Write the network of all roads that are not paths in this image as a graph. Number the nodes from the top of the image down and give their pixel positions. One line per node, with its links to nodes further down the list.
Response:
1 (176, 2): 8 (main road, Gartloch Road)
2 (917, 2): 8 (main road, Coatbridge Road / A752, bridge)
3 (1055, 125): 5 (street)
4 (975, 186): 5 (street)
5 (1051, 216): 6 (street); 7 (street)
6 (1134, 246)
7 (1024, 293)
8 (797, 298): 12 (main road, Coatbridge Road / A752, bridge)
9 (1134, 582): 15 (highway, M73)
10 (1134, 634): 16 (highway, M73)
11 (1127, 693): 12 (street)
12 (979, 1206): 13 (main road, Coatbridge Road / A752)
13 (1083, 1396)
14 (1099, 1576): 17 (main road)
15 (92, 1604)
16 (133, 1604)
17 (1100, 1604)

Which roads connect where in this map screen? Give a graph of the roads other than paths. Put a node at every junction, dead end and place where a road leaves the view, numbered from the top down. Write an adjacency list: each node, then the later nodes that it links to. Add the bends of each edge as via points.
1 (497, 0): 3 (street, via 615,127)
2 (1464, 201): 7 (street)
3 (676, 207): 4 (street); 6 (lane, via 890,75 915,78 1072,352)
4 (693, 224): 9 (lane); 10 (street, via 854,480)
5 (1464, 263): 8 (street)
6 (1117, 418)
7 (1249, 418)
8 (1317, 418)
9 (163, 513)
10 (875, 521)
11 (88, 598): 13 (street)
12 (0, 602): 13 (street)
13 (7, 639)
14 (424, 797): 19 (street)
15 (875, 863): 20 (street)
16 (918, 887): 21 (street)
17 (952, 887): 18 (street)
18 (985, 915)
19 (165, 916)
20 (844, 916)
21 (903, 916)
━━━━━━━━━━━━━━━━
_EXERCISE_. Each entry above is to be set down again in exactly the same words.

_SOLUTION BELOW_.
Write the network of all roads that are not paths in this image as a graph. Number the nodes from the top of the image down and give their pixel positions. One line per node, with its links to nodes further down the list.
Response:
1 (176, 2): 8 (main road, Gartloch Road)
2 (917, 2): 8 (main road, Coatbridge Road / A752, bridge)
3 (1055, 125): 5 (street)
4 (975, 186): 5 (street)
5 (1051, 216): 6 (street); 7 (street)
6 (1134, 246)
7 (1024, 293)
8 (797, 298): 12 (main road, Coatbridge Road / A752, bridge)
9 (1134, 582): 15 (highway, M73)
10 (1134, 634): 16 (highway, M73)
11 (1127, 693): 12 (street)
12 (979, 1206): 13 (main road, Coatbridge Road / A752)
13 (1083, 1396)
14 (1099, 1576): 17 (main road)
15 (92, 1604)
16 (133, 1604)
17 (1100, 1604)

Which roads connect where in this map screen? Give a graph of the roads other than paths. Put a node at every junction, dead end and place where a road leaves the view, numbered from the top down. Write an adjacency list: each node, then the later nodes that it links to. Add the bends of each edge as via points.
1 (497, 0): 3 (street, via 615,127)
2 (1464, 201): 7 (street)
3 (676, 207): 4 (street); 6 (lane, via 890,75 915,78 1072,352)
4 (693, 224): 9 (lane); 10 (street, via 854,480)
5 (1464, 263): 8 (street)
6 (1117, 418)
7 (1249, 418)
8 (1317, 418)
9 (163, 513)
10 (875, 521)
11 (88, 598): 13 (street)
12 (0, 602): 13 (street)
13 (7, 639)
14 (424, 797): 19 (street)
15 (875, 863): 20 (street)
16 (918, 887): 21 (street)
17 (952, 887): 18 (street)
18 (985, 915)
19 (165, 916)
20 (844, 916)
21 (903, 916)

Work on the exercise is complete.